Redetermining eligibility

Exchanges must redetermine eligibility both annually and during a “benefit year” if new information is received. The NPRM:

  • requires an Exchange to redetermine eligibility “if it receives and verifies new information reported by the enrollee or identifies updated information through . . . data matching.”[55]
  • requires an Exchange to require enrollees to report changes affecting eligibility within 30 days and verify such information.[56]
  • requires an Exchange to periodically examine both available DHS and SSA data to identify changes such as death and data on Medicaid, CHIP, and Basic Health Program data.[57]
  • permits an Exchange, as part of its initial or revised operating plan, to propose additional efforts to identify and act on changes with HHS approval.
  • requires an Exchange to redetermine eligibility if it “verifies updated information reported by an enrollee or identifies updated information through . . . data matching” and notify both the enrollee and employer where applicable.[58]
  • specifies that changes resulting from a redetermination take effect on the first day of the month following the date of the redetermination notice but allows Exchanges to report an alternative date in the month following the month in which notice is given.[59]
  • where a redetermination results in a notice of ineligibility for QHP enrollment, requires that an Exchange maintain the individual’s eligibility for enrollment without advance payments of the premium tax credit and cost sharing reductions for a full month following the month in which notice is sent.[60]
  • requires that an Exchange annually redetermine eligibility to enroll in QHPs through the Exchange.[61]
  • requires that an Exchange notify enrollees annually about the redetermination process, including the data obtained and used to redetermine eligibility and the enrollee’s “projected eligibility determination for the following year. . . ”.[62]
  • requires that enrollees sign and return, and to the extent that the enrollee does not sign and return the notice, the Exchange must proceed with the redetermination based on the data to which the Exchange has access under the rules as well as any enrollee-provided and verified information.[63]
  • specifies that if an individual remains eligible, enrollment with a QHP will continue unless the individual terminates coverage or changes QHPs.[64]
  • In the case of premium tax credits and cost-sharing reductions, if an Exchange determines that an individual is eligible or that eligibility has changed, it must simultaneously notify the QHP issuer (so that the issuer can modify the individual’s enrollment to reflect premium payments and cost sharing reductions) and transmit eligibility and enrollment information to HHS to enable the agency to begin, end, or change the individual’s advance premium tax credit and cost sharing reduction payments.[65]
  • requires an Exchange to notify HHS if it determines that an individual’s employer does not provide minimum essential coverage or else provides coverage that is unaffordable or that the individual has changed employers.[66]
  • requires an Exchange to notify HHS and an individual’s employer if the individual disenrolls from a QHP during the year.[67]

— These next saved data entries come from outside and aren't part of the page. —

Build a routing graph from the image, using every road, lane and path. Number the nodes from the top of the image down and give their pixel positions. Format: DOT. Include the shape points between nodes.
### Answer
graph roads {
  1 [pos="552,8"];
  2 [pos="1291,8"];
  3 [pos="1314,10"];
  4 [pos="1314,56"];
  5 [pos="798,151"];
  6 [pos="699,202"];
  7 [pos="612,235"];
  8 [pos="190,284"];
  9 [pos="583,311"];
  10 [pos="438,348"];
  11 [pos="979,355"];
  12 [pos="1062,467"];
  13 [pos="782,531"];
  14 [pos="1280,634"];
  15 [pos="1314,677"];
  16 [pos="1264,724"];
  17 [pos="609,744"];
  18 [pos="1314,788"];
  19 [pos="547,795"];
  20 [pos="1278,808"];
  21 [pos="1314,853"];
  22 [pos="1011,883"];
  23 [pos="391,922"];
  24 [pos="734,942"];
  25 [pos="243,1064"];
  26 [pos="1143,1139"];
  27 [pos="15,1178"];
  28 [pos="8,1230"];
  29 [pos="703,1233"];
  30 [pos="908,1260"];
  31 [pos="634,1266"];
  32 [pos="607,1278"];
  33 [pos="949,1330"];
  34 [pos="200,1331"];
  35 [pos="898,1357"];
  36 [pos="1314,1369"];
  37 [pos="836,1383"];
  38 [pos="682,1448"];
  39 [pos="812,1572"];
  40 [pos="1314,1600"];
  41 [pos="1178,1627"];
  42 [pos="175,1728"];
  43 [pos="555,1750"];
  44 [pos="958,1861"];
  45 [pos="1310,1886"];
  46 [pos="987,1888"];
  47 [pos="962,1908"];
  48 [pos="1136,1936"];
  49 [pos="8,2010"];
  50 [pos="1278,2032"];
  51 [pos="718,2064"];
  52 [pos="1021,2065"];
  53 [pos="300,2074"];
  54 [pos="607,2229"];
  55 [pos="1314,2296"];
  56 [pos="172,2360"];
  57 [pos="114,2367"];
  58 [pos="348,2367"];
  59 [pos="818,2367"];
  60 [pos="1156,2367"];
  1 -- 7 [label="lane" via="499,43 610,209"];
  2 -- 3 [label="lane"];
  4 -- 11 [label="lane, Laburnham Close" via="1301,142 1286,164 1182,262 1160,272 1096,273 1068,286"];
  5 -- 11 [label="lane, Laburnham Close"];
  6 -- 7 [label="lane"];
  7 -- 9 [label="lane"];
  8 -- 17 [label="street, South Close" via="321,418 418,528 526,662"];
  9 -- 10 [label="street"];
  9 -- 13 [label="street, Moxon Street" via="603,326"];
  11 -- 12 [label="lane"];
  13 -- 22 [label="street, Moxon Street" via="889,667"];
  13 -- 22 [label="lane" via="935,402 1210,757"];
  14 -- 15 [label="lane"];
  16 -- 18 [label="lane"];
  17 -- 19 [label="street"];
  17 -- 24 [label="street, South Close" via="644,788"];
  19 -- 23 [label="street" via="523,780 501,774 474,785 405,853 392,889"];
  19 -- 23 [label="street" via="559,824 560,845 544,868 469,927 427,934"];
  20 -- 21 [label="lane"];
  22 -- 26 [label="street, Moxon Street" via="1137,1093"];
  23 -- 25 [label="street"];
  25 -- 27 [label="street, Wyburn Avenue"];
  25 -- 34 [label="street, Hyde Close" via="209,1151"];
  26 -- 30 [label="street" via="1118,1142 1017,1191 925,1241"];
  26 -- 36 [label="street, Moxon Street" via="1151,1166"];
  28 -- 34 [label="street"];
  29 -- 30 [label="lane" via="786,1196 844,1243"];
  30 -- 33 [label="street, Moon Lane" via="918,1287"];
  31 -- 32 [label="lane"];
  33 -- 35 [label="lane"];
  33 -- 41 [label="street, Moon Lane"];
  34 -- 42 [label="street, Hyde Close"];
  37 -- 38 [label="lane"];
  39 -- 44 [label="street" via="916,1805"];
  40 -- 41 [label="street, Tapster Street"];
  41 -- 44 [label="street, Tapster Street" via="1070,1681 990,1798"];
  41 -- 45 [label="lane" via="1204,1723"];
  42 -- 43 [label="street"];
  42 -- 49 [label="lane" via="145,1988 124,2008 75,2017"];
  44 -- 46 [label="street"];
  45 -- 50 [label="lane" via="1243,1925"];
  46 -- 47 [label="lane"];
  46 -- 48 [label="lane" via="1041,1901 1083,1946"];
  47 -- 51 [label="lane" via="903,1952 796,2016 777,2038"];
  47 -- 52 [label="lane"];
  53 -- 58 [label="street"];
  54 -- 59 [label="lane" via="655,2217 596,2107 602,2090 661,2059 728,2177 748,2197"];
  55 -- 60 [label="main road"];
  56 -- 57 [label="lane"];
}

Coordination with Medicaid, CHIP, the Basic Health Program, and the Pre-Existing Condition Insurance Program

The NPRM:

  • specifies an Exchange’s obligation to enter into agreements with Medicaid and CHIP agencies necessary to carry out its obligations.[68]
  • specifies the Medicaid eligibility screening obligations of an Exchange as well as its obligation to transmit the information to the Medicaid agency.[69]
  • specifies an Exchange’s obligation to provide for advance payment of premium tax credits and cost sharing deductions until notified that an individual is eligible for Medicaid.[70]
  • specifies the Exchange’s obligation to “provide an opportunity for an applicant to request a full determination of eligibility for Medicaid based on eligibility criteria” other than those linked to MAGI-related determinations (i.e., evaluation of income based on MAGI for persons who are pregnant, children, parents/caretakers, or adults under 65 who are ineligible for Medicare).[71]
  • in the case of applications submitted to Medicaid or CHIP agencies or a Basic Health Programs and found ineligible based on MAGI, requires the Exchange “to establish procedures to ensure that an eligibility determination for enrollment in a QHP, advance payments of the premium tax credit and cost sharing reductions is performed….”[72] The procedures used must “not require the Exchange to duplicate any eligibility and verification findings already made” and “provide for following the same eligibility determination process…regardless of the agency that initially receives the application.”[73]
  • provides for use of an electronic data exchange interface among the agencies, using model agreements that may be developed by HHS at an Exchange’s option.[74]

Treatment of Indians

The NPRM:

  • requires an Exchange to determine whether an applicant who is an Indian is eligible for special cost-sharing reductions applicable to Indians under the ACA who have family income below 300 percent FPL and clarifies that the special cost sharing reductions to which Indians are entitled applies only to Indians enrolled in QHPs. Specifies that this determination must be made for an Indian regardless of whether the applicant requests such a determination.[75]
  • requires an Exchange to verify attestation of Indian status using federally permissible documentation, supplemented by additional documentation that have been approved by HHS as well as information supplied by the individual, which can be requested if other approved data sources are unavailable or a conflict with an attestation exists.[76]

Appeals rights

The NPRM requires an Exchange to notify individuals of their right to appeal “any determination” made. The appeal rights notification must be part of the determination notice.[77]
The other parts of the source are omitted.